(Data records)
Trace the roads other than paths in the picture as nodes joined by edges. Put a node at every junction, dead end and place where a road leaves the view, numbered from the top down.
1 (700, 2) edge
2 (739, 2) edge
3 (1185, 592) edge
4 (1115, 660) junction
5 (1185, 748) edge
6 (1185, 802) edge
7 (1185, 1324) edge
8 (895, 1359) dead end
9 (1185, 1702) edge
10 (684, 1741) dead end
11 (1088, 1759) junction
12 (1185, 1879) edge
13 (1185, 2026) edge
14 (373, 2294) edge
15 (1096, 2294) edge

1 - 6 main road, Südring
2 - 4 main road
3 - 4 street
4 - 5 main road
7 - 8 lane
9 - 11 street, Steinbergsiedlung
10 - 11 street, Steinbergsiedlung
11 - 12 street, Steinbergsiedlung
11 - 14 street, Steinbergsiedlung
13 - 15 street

> **Exercise requirements**
The records above must each be restated exactly as they stand.

> **Exercise response**
Trace the roads other than paths in the picture as nodes joined by edges. Put a node at every junction, dead end and place where a road leaves the view, numbered from the top down.
1 (700, 2) edge
2 (739, 2) edge
3 (1185, 592) edge
4 (1115, 660) junction
5 (1185, 748) edge
6 (1185, 802) edge
7 (1185, 1324) edge
8 (895, 1359) dead end
9 (1185, 1702) edge
10 (684, 1741) dead end
11 (1088, 1759) junction
12 (1185, 1879) edge
13 (1185, 2026) edge
14 (373, 2294) edge
15 (1096, 2294) edge

1 - 6 main road, Südring
2 - 4 main road
3 - 4 street
4 - 5 main road
7 - 8 lane
9 - 11 street, Steinbergsiedlung
10 - 11 street, Steinbergsiedlung
11 - 12 street, Steinbergsiedlung
11 - 14 street, Steinbergsiedlung
13 - 15 street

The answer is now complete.